Après s’être assuré que le personnage d’Arkin, seul rescapé du premier épisode, était lui aussi de retour pour faire le lien avec The Collector, grâce à une idée de scénario gentiment pompée sur The Descent 2, Dunstan & Co. déplacent le terrain de jeu dans l’antre même du tueur (qui a changé d’interprète entre temps, et gagné en muscles) : un bâtiment désaffecté transformé en Fort Boyard de l’horreur, où le fétichiste de la maroquinerie peut pratiquer tranquillement ses expériences chirurgicales déviantes (le gars est tellement fan de scarabées qu’il veut en créer à taille humaine) tout en truffant l’endroit de mécanismes tordus et bien souvent fatals. Arkin, accompagné d’une bande de mercenaires faisant office de chair à canon, doit y retrouver la dernière « pièce de collection » du tueur, Elena, et on comprend vite que ces deux-là vont vendre leur peau chèrement. Le scénario ne perd pas de temps pour justifier la géographie improbable du lieu, labyrinthe gothico-industriel abandonné et pourtant fourni en électricité, ou pour donner une quelconque épaisseur à ses personnages.
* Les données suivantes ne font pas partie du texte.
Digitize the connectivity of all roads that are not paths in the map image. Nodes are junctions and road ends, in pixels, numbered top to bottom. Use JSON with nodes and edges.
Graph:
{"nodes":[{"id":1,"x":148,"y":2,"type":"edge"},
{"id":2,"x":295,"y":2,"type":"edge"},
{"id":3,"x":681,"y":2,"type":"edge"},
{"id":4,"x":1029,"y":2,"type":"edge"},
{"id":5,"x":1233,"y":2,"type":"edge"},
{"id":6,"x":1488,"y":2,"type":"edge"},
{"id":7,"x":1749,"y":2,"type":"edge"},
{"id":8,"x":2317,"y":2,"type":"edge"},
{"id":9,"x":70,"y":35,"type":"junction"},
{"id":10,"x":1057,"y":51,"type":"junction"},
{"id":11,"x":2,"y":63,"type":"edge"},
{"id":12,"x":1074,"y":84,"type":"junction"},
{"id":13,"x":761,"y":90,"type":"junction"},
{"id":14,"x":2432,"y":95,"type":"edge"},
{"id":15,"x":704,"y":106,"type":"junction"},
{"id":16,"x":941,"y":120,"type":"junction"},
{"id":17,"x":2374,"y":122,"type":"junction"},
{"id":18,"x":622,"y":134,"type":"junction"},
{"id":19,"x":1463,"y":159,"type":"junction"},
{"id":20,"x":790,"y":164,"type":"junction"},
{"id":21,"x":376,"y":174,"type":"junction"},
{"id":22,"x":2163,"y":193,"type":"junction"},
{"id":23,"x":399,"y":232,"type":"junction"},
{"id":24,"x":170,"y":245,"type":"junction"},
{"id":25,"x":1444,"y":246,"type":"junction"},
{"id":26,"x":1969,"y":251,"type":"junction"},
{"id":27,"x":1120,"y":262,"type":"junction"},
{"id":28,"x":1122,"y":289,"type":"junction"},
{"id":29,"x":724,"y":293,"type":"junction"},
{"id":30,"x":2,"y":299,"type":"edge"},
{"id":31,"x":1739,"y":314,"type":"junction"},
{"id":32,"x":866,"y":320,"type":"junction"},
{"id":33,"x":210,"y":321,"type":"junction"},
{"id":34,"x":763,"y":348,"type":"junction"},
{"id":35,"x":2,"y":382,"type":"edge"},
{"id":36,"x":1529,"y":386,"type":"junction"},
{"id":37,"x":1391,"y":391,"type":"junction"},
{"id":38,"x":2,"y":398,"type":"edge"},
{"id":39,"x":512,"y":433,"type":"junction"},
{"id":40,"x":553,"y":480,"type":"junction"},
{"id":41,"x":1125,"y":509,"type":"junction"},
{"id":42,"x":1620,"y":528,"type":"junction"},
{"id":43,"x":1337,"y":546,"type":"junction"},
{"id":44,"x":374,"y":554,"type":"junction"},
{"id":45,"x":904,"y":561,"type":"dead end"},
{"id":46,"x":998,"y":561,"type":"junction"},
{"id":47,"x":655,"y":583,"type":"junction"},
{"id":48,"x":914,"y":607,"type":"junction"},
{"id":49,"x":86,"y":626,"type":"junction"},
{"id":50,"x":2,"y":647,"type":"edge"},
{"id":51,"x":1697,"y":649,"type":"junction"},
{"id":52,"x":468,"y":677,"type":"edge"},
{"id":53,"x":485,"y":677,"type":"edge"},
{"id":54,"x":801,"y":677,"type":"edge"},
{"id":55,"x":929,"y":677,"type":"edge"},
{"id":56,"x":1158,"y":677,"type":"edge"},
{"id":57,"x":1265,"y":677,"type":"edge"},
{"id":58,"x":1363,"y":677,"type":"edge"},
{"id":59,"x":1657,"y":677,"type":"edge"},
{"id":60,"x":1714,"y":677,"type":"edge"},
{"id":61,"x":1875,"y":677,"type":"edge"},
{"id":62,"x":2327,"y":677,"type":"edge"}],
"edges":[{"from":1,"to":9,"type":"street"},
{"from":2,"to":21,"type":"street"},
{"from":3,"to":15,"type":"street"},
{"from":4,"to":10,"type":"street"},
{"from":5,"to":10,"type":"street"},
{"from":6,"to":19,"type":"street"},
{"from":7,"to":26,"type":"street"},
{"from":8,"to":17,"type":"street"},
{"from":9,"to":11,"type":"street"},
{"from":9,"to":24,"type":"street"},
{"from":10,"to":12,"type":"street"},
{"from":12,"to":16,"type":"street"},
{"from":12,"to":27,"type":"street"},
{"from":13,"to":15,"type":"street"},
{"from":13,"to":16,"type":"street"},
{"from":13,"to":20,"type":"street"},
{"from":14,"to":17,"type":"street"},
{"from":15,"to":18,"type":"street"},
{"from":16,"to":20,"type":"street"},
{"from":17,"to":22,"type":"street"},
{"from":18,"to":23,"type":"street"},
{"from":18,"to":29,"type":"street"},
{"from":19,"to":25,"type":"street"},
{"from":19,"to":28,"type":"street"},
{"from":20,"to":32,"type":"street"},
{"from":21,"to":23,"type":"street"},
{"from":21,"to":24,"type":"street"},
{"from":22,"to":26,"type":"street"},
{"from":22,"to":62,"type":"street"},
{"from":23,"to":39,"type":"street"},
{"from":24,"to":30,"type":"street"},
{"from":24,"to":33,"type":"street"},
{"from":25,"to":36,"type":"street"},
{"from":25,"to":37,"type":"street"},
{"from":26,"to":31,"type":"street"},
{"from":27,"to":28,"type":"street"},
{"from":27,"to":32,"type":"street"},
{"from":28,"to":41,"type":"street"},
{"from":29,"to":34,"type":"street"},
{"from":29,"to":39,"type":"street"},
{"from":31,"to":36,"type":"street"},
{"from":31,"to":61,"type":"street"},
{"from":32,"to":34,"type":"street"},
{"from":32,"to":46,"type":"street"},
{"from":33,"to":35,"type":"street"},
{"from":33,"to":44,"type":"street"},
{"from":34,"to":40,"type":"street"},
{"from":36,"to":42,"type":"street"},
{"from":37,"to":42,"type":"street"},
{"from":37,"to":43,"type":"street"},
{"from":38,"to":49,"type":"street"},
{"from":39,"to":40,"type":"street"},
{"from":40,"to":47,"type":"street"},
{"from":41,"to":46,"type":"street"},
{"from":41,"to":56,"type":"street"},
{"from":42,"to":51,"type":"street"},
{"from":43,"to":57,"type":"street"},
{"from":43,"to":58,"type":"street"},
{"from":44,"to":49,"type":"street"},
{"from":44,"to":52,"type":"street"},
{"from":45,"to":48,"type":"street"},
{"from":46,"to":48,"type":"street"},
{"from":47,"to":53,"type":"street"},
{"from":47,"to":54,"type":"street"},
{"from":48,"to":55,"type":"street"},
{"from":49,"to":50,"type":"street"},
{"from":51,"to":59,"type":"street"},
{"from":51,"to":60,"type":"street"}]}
The Collection file à l’essentiel, sans temps morts, à tel point qu’il se termine au bout d’à peine 75 minutes, attendant les dernières minutes pour dévoiler l’identité (mais pas le visage) de son boogeyman, et ménager assez d’espace pour un possible troisième opus – déjà écrit selon certaines rumeurs. La boucle paraît toutefois bouclée, le mystère inhérent au premier opus, qui se terminait sur un cliffhanger, ayant débouché sur un règlement de comptes en bonne et due forme. Au final, The Collector et The Collection forment un double programme inhabituel, entre thriller horrifique à suspense et pur film d’exploitation à l’ancienne – Dunstan se dit fier d’avoir eu recours à des effets spéciaux uniquement prosthétiques et mécaniques. Pas du grand cinéma, certes, sans doute même pas de la grande série B, mais pour les allergiques à Jigsaw et les fans de McGyver, l’increvable Collectionneur et son arsenal exotique constituent une efficace alternative.


[styled_box title= »Note Born To Watch » class= » »]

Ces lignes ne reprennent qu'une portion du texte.